Many attributes about correlated data in social networks may be used to analyze the privacy of target individuals. Because correlated data privacy can be leaked more easily, we should pay much more attention to this problem.

However, there may be important, undetected relationships in Big Data. Reshef et al. proposed an approach called the maxim information coefficient to measure a wide range of correlations, both functional and not in large data sets [26]. But the amount of data sets in Big Data is huge, thus data correlations in Big Data are more complex. Besides, adversaries can also utilize the undiscovered data correlations to attack sensitive information. So correlated data privacy in Big Data is an important and growing challenge.

Furthermore, data correlations in Big Data do not mean that data A causes data B. On the other hand, these correlations imply that data A and B may be detected simultaneously. And, these correlations are quite different from the data correlations that existed before Big Data. However, the difference often is neglected, so sensitive information will be more exposed and vulnerable.
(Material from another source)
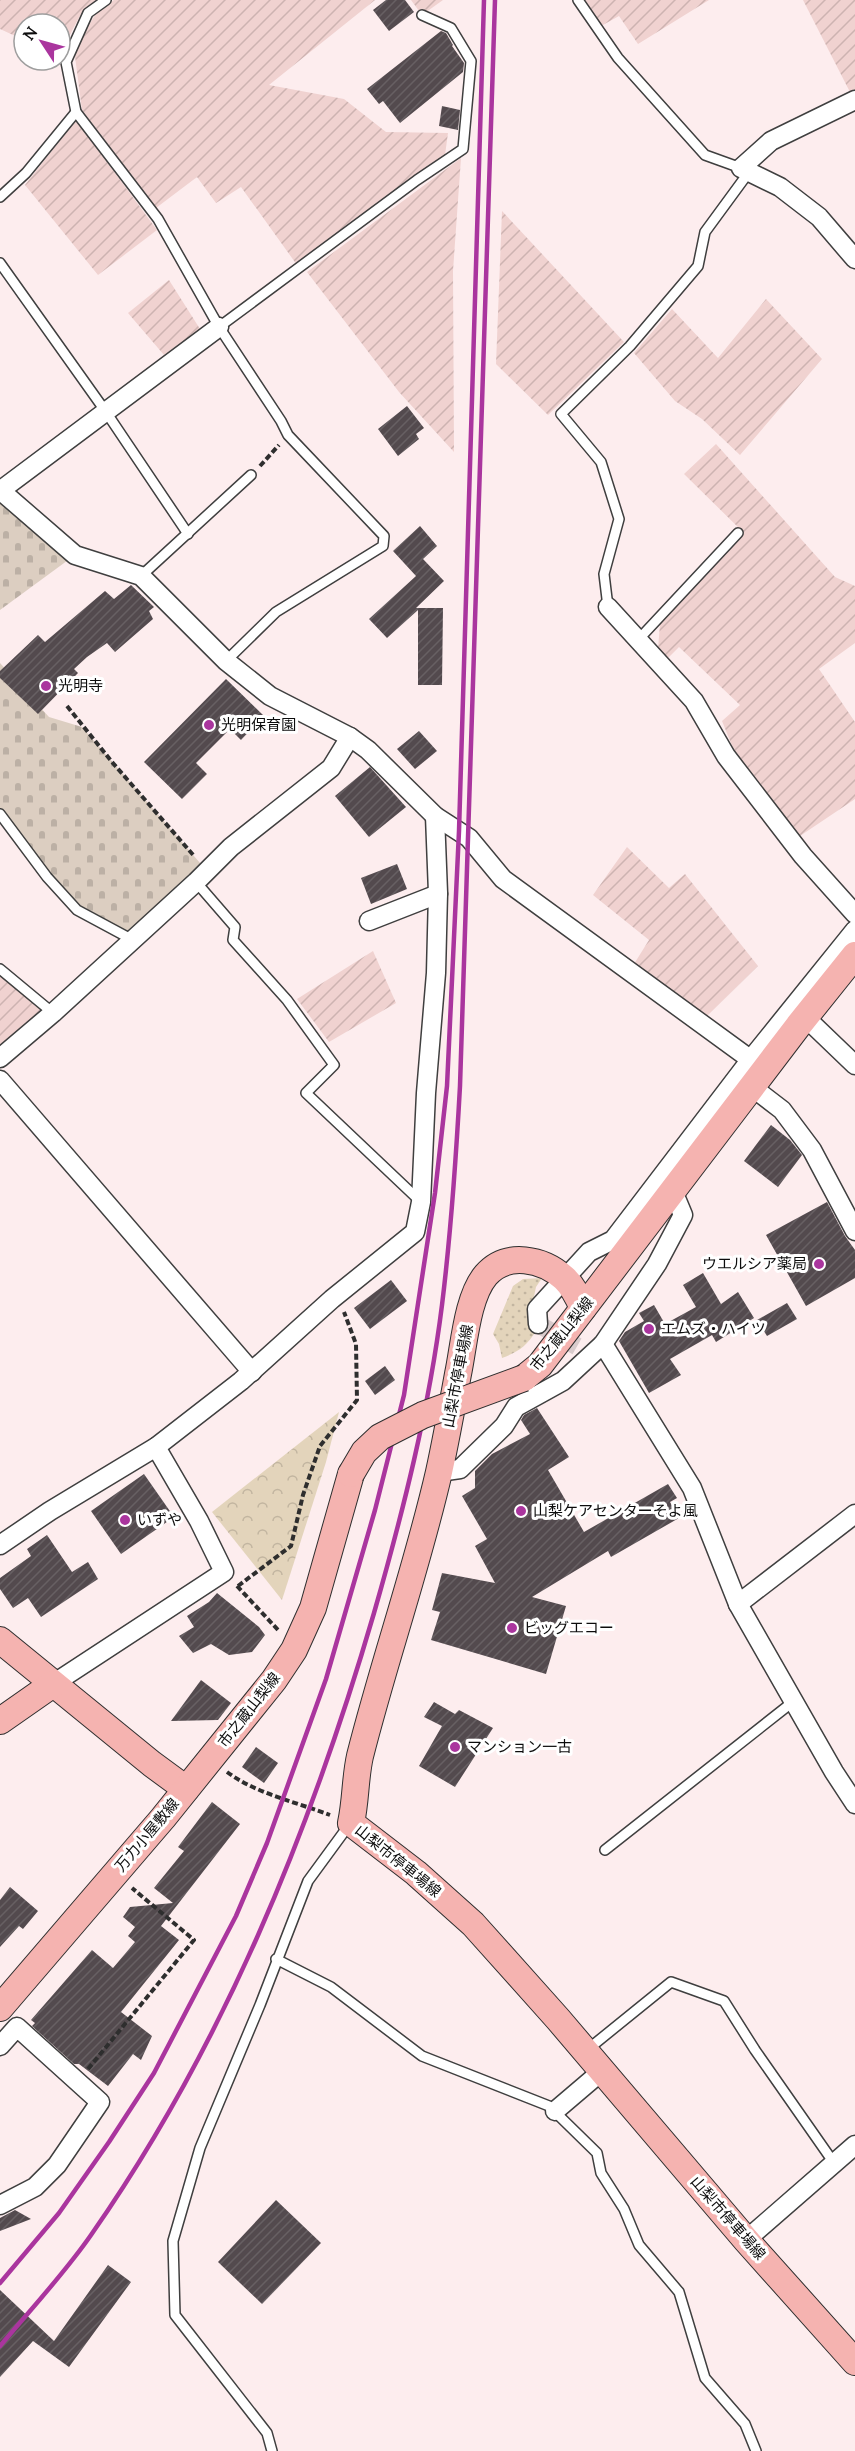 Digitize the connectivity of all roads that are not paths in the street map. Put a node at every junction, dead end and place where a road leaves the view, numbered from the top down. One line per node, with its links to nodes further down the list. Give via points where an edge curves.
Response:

Research is ongoing on how to protect sensitive information in Big Data. And the research about data privacy protection focuses on anonymity and differential privacy, primarily.

12.4.2 Anonymity

Adversaries can utilize data correlation in Big Data to attack sensitive information. There are some existing technologies to prevent adversaries from stealing sensitive information in relational data. In this section, we will introduce the development of anonymity for data releasing, and data privacy protection for social networks.

(1) Anonymity for Data Releasing
For the structured data in Big Data, the key technologies and basic methods for achieving the anonymity of data releasing are still being developed and improved.
Take k-anonymity, for example. In schemas which are proposed at an early age [27,28] and optimization [29–31], data is processed by tuples generalization and restraint; thus, quasiidentifiers are divided into groups. Quasiidentifiers in every group are converted to be the same, and there are k tuples in every group. So every tuple cannot be identified by other k-1 tuples. Fig. 13 shows the example of k-anonymity.
Then l-diversity anonymity is proposed. The character of this method is that the diversity of sensitive data should be more than l. Implementations of l-diversity contain a scheme based on anatomy and a scheme based on data substitution [32]. Fig. 14 shows the example of l-diversity anonymity.
Additionally, there is another anonymity called t-closeness, which requires that the sensitive data distribution of the equivalence class is the same as data distribution of the whole data table [33]. And there are the other works about anonymity, which include (k, e)-anonymity [34], (X, Y)-anonymity [35], and so on.
The anonymity for data releasing in Big Data is more complex. Adversaries can aquire data from multiple channels, not just the same data publishing source. For example, people have discovered that adversaries can compare their data with public data on IMDB and then identify the account of the object in Netflix. This problem is being researched in more depth [36].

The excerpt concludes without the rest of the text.